Stored items from a collection:

◇ ◇ ◇ ◇

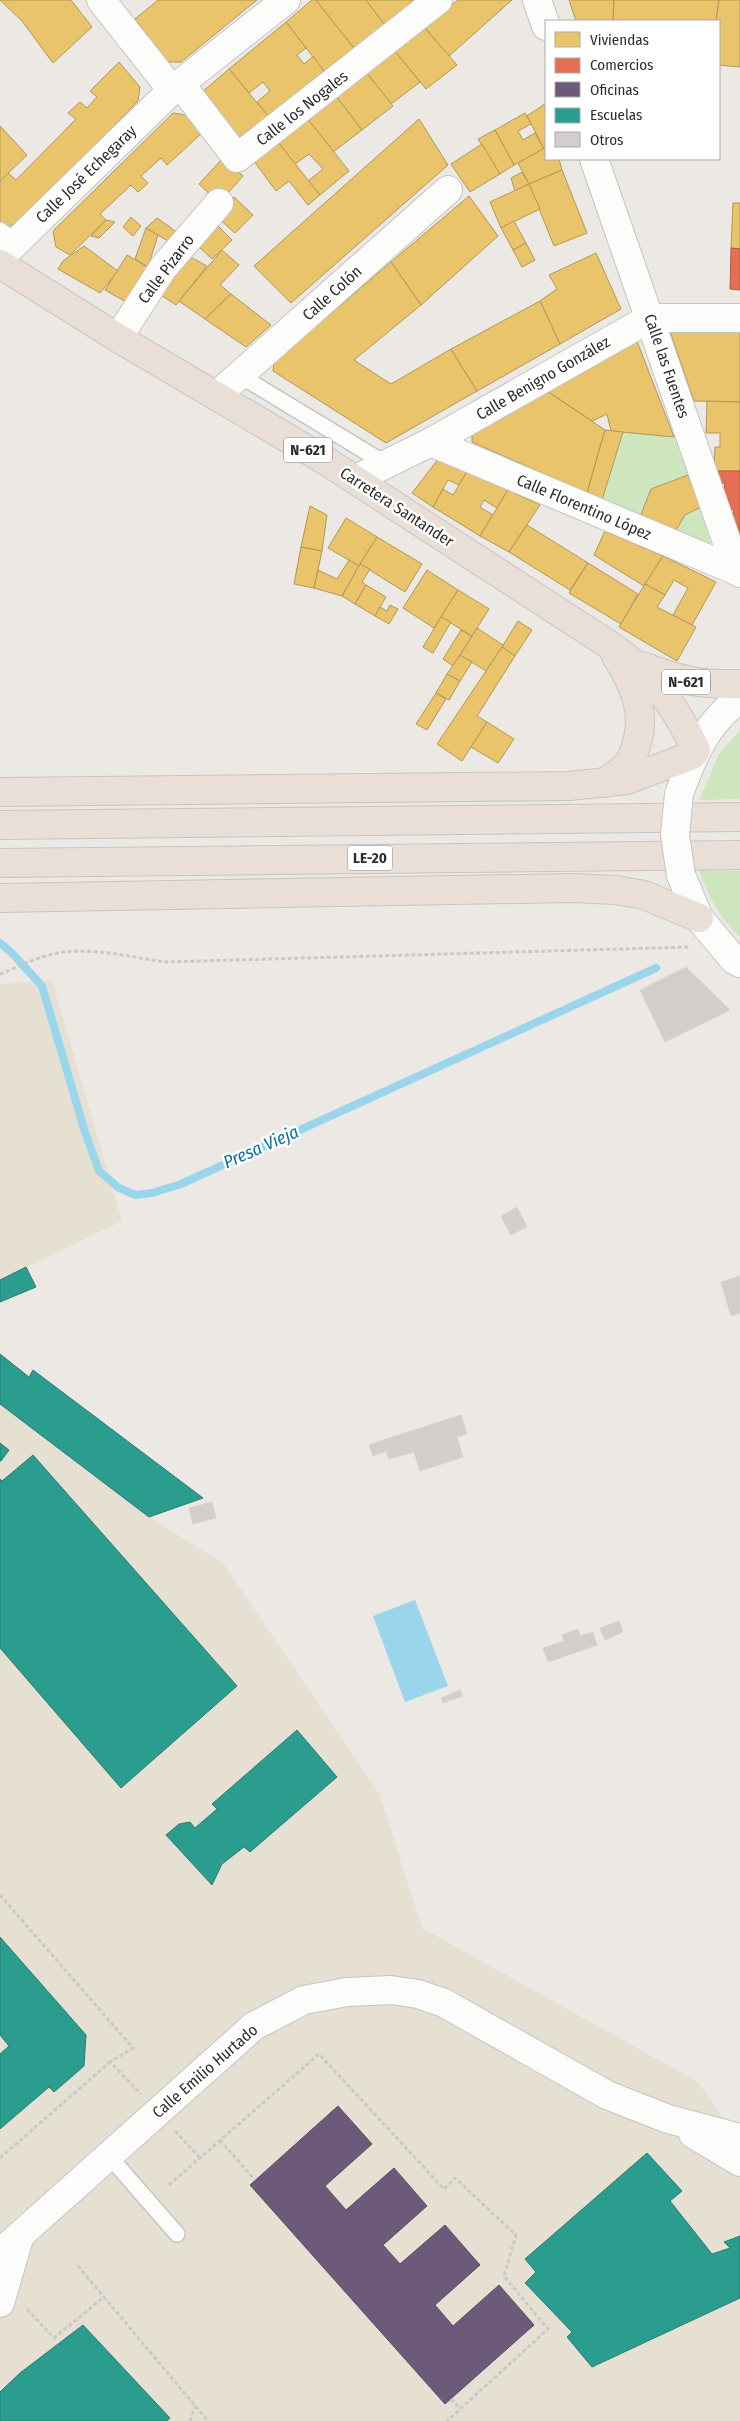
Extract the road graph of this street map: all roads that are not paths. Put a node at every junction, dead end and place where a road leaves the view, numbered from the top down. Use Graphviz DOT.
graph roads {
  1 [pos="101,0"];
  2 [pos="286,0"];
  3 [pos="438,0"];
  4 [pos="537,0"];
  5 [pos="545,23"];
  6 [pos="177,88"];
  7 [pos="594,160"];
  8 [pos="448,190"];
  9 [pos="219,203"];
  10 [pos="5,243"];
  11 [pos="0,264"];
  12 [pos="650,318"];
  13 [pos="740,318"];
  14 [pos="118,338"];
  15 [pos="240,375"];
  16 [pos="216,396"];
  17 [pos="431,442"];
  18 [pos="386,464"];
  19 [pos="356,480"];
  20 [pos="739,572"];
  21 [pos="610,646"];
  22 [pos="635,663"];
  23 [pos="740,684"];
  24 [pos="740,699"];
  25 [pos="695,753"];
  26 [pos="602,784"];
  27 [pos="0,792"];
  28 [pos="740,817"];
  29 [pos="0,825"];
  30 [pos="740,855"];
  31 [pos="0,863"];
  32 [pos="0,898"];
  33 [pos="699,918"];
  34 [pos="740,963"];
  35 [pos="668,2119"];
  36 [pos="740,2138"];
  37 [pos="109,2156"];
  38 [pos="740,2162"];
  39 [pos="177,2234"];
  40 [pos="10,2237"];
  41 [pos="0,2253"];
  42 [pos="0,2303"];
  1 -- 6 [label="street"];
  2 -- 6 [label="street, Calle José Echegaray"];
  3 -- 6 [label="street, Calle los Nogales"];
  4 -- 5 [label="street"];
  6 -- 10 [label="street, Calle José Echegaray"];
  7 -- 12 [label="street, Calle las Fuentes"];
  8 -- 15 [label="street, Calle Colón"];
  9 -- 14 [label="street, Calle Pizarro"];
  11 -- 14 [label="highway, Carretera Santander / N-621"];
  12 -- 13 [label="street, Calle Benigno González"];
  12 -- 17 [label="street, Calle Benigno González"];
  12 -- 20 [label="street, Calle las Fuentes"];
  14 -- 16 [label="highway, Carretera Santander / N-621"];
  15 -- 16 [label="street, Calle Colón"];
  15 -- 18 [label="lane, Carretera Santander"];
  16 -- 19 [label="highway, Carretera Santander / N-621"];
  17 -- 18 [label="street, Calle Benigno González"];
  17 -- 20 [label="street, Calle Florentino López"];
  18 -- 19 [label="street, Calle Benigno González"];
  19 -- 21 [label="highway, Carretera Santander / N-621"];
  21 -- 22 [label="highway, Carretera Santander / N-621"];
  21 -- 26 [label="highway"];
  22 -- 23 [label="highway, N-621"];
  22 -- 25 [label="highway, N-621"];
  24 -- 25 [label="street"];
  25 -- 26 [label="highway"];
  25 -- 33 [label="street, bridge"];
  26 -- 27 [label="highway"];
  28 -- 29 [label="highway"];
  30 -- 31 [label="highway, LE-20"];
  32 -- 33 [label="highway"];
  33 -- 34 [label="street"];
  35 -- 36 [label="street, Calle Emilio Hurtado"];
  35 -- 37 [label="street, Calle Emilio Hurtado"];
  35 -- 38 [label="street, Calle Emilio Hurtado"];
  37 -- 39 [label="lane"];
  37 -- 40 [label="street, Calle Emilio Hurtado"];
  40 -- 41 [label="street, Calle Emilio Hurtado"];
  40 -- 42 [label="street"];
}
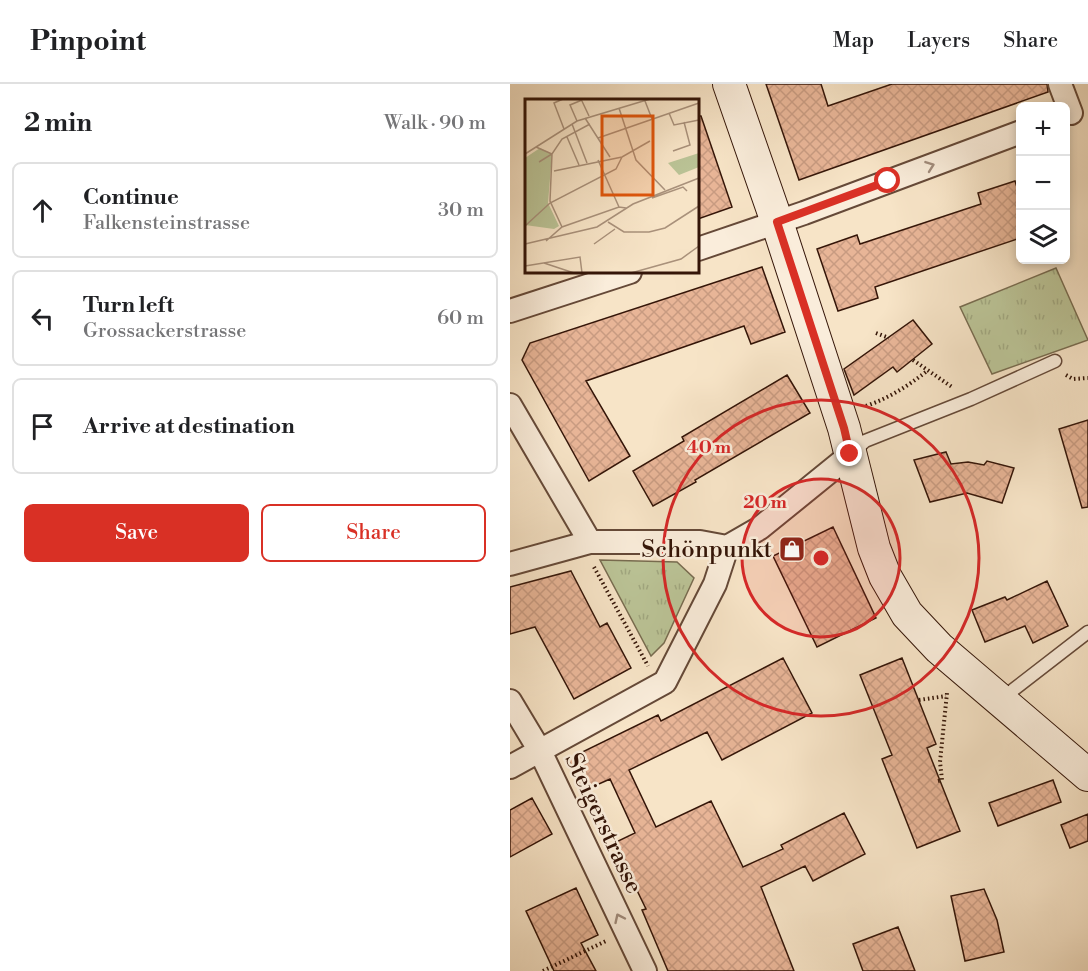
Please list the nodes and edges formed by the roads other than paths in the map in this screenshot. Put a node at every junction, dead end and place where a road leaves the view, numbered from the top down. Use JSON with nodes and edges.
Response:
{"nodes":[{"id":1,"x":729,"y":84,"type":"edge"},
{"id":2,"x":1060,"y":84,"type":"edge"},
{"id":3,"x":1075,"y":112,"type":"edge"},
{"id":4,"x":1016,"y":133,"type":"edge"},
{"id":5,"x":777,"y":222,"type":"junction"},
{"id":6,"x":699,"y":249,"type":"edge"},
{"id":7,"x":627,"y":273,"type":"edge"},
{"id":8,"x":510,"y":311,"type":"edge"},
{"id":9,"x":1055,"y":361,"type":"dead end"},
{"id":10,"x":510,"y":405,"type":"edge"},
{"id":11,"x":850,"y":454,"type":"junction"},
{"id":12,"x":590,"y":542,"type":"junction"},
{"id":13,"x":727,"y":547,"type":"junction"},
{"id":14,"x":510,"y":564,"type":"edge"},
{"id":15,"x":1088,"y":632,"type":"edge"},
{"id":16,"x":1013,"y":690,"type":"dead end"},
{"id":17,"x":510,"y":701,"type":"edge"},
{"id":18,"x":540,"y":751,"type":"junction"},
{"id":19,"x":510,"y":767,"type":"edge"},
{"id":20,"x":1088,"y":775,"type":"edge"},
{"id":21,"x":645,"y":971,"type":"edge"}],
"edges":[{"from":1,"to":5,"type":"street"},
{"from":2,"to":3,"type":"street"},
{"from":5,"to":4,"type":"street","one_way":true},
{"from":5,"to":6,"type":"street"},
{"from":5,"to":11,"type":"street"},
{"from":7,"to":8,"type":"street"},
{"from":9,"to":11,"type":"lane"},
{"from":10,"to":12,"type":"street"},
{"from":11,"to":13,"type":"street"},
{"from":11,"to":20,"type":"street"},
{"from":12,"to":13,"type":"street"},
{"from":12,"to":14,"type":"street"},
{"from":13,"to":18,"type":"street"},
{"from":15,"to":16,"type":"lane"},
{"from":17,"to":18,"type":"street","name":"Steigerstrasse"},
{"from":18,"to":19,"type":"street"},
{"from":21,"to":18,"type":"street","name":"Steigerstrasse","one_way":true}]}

◇ ◇ ◇ ◇

[Problem requirements]:
Give back the records above exactly. Pictures stay out.

[Result]:
Extract the road graph of this street map: all roads that are not paths. Put a node at every junction, dead end and place where a road leaves the view, numbered from the top down. Use Graphviz DOT.
graph roads {
  1 [pos="101,0"];
  2 [pos="286,0"];
  3 [pos="438,0"];
  4 [pos="537,0"];
  5 [pos="545,23"];
  6 [pos="177,88"];
  7 [pos="594,160"];
  8 [pos="448,190"];
  9 [pos="219,203"];
  10 [pos="5,243"];
  11 [pos="0,264"];
  12 [pos="650,318"];
  13 [pos="740,318"];
  14 [pos="118,338"];
  15 [pos="240,375"];
  16 [pos="216,396"];
  17 [pos="431,442"];
  18 [pos="386,464"];
  19 [pos="356,480"];
  20 [pos="739,572"];
  21 [pos="610,646"];
  22 [pos="635,663"];
  23 [pos="740,684"];
  24 [pos="740,699"];
  25 [pos="695,753"];
  26 [pos="602,784"];
  27 [pos="0,792"];
  28 [pos="740,817"];
  29 [pos="0,825"];
  30 [pos="740,855"];
  31 [pos="0,863"];
  32 [pos="0,898"];
  33 [pos="699,918"];
  34 [pos="740,963"];
  35 [pos="668,2119"];
  36 [pos="740,2138"];
  37 [pos="109,2156"];
  38 [pos="740,2162"];
  39 [pos="177,2234"];
  40 [pos="10,2237"];
  41 [pos="0,2253"];
  42 [pos="0,2303"];
  1 -- 6 [label="street"];
  2 -- 6 [label="street, Calle José Echegaray"];
  3 -- 6 [label="street, Calle los Nogales"];
  4 -- 5 [label="street"];
  6 -- 10 [label="street, Calle José Echegaray"];
  7 -- 12 [label="street, Calle las Fuentes"];
  8 -- 15 [label="street, Calle Colón"];
  9 -- 14 [label="street, Calle Pizarro"];
  11 -- 14 [label="highway, Carretera Santander / N-621"];
  12 -- 13 [label="street, Calle Benigno González"];
  12 -- 17 [label="street, Calle Benigno González"];
  12 -- 20 [label="street, Calle las Fuentes"];
  14 -- 16 [label="highway, Carretera Santander / N-621"];
  15 -- 16 [label="street, Calle Colón"];
  15 -- 18 [label="lane, Carretera Santander"];
  16 -- 19 [label="highway, Carretera Santander / N-621"];
  17 -- 18 [label="street, Calle Benigno González"];
  17 -- 20 [label="street, Calle Florentino López"];
  18 -- 19 [label="street, Calle Benigno González"];
  19 -- 21 [label="highway, Carretera Santander / N-621"];
  21 -- 22 [label="highway, Carretera Santander / N-621"];
  21 -- 26 [label="highway"];
  22 -- 23 [label="highway, N-621"];
  22 -- 25 [label="highway, N-621"];
  24 -- 25 [label="street"];
  25 -- 26 [label="highway"];
  25 -- 33 [label="street, bridge"];
  26 -- 27 [label="highway"];
  28 -- 29 [label="highway"];
  30 -- 31 [label="highway, LE-20"];
  32 -- 33 [label="highway"];
  33 -- 34 [label="street"];
  35 -- 36 [label="street, Calle Emilio Hurtado"];
  35 -- 37 [label="street, Calle Emilio Hurtado"];
  35 -- 38 [label="street, Calle Emilio Hurtado"];
  37 -- 39 [label="lane"];
  37 -- 40 [label="street, Calle Emilio Hurtado"];
  40 -- 41 [label="street, Calle Emilio Hurtado"];
  40 -- 42 [label="street"];
}
Please list the nodes and edges formed by the roads other than paths in the map in this screenshot. Put a node at every junction, dead end and place where a road leaves the view, numbered from the top down. Use JSON with nodes and edges.
Response:
{"nodes":[{"id":1,"x":729,"y":84,"type":"edge"},
{"id":2,"x":1060,"y":84,"type":"edge"},
{"id":3,"x":1075,"y":112,"type":"edge"},
{"id":4,"x":1016,"y":133,"type":"edge"},
{"id":5,"x":777,"y":222,"type":"junction"},
{"id":6,"x":699,"y":249,"type":"edge"},
{"id":7,"x":627,"y":273,"type":"edge"},
{"id":8,"x":510,"y":311,"type":"edge"},
{"id":9,"x":1055,"y":361,"type":"dead end"},
{"id":10,"x":510,"y":405,"type":"edge"},
{"id":11,"x":850,"y":454,"type":"junction"},
{"id":12,"x":590,"y":542,"type":"junction"},
{"id":13,"x":727,"y":547,"type":"junction"},
{"id":14,"x":510,"y":564,"type":"edge"},
{"id":15,"x":1088,"y":632,"type":"edge"},
{"id":16,"x":1013,"y":690,"type":"dead end"},
{"id":17,"x":510,"y":701,"type":"edge"},
{"id":18,"x":540,"y":751,"type":"junction"},
{"id":19,"x":510,"y":767,"type":"edge"},
{"id":20,"x":1088,"y":775,"type":"edge"},
{"id":21,"x":645,"y":971,"type":"edge"}],
"edges":[{"from":1,"to":5,"type":"street"},
{"from":2,"to":3,"type":"street"},
{"from":5,"to":4,"type":"street","one_way":true},
{"from":5,"to":6,"type":"street"},
{"from":5,"to":11,"type":"street"},
{"from":7,"to":8,"type":"street"},
{"from":9,"to":11,"type":"lane"},
{"from":10,"to":12,"type":"street"},
{"from":11,"to":13,"type":"street"},
{"from":11,"to":20,"type":"street"},
{"from":12,"to":13,"type":"street"},
{"from":12,"to":14,"type":"street"},
{"from":13,"to":18,"type":"street"},
{"from":15,"to":16,"type":"lane"},
{"from":17,"to":18,"type":"street","name":"Steigerstrasse"},
{"from":18,"to":19,"type":"street"},
{"from":21,"to":18,"type":"street","name":"Steigerstrasse","one_way":true}]}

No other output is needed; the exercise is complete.